The Story of Vintage

Part One: What God Is Doing in Us
Part Two: Why Start a New Church?


Who are we trying to reach?

We are seeking to reach any person, but especially young families in Northwest Arkansas, who has grown disenfranchised with modern, traditional churches, but still value a relevant spiritual influence for themselves and their children (if they have them). These families are community-centered and technologically savvy. They are moderately successful, though they don’t want their lives to revolve around their jobs. Many are uprooted from their extended families and childhood homes, but they look back on their younger years with wistful nostalgia.

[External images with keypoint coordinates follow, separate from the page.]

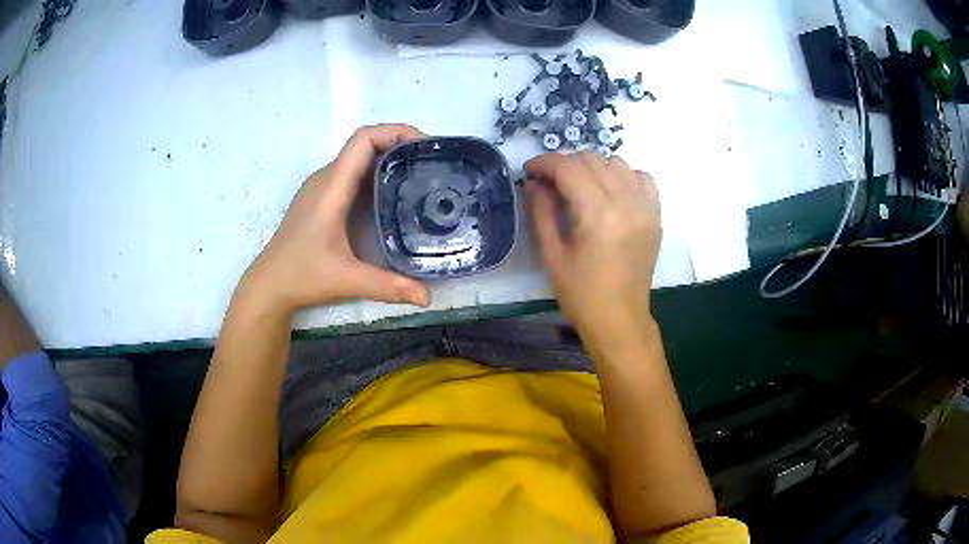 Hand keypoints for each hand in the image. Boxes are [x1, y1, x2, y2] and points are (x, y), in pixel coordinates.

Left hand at [242, 124, 431, 315]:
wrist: (269, 284)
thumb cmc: (302, 275)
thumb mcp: (347, 280)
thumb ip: (389, 287)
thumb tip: (427, 297)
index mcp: (332, 187)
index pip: (363, 140)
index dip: (396, 132)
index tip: (425, 145)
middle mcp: (326, 179)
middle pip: (365, 144)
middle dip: (400, 144)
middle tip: (432, 163)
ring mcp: (322, 187)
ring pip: (359, 158)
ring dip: (389, 158)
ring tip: (420, 175)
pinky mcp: (321, 198)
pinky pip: (353, 173)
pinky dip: (377, 174)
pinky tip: (393, 195)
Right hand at [525, 152, 660, 345]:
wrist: (620, 319)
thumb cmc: (581, 294)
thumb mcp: (552, 255)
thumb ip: (541, 212)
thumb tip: (534, 182)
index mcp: (598, 215)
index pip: (569, 168)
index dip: (545, 162)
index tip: (530, 170)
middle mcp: (626, 203)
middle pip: (592, 159)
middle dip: (565, 164)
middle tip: (550, 183)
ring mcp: (646, 207)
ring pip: (617, 162)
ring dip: (593, 167)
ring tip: (580, 186)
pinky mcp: (656, 215)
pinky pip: (642, 177)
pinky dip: (623, 175)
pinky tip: (611, 191)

Where are we trying to reach them?

Arkansas? Yes, really – Arkansas. Some people might have the wrong idea about Northwest Arkansas. It is not the home of hillbilly hicks. Rather, it is one of the fastest growing and most innovative parts of the country.


Northwest Arkansas is a global crossroads. The Apostle Paul chose strategic locations in which to plant new churches in the New Testament days. Cities like Corinth and Ephesus were major intersections of commerce in the ancient world and therefore were key locations for church planting. With major corporations like Wal-Mart, Tyson Foods, and J.B. Hunt located there, the modern world intersects in NWA.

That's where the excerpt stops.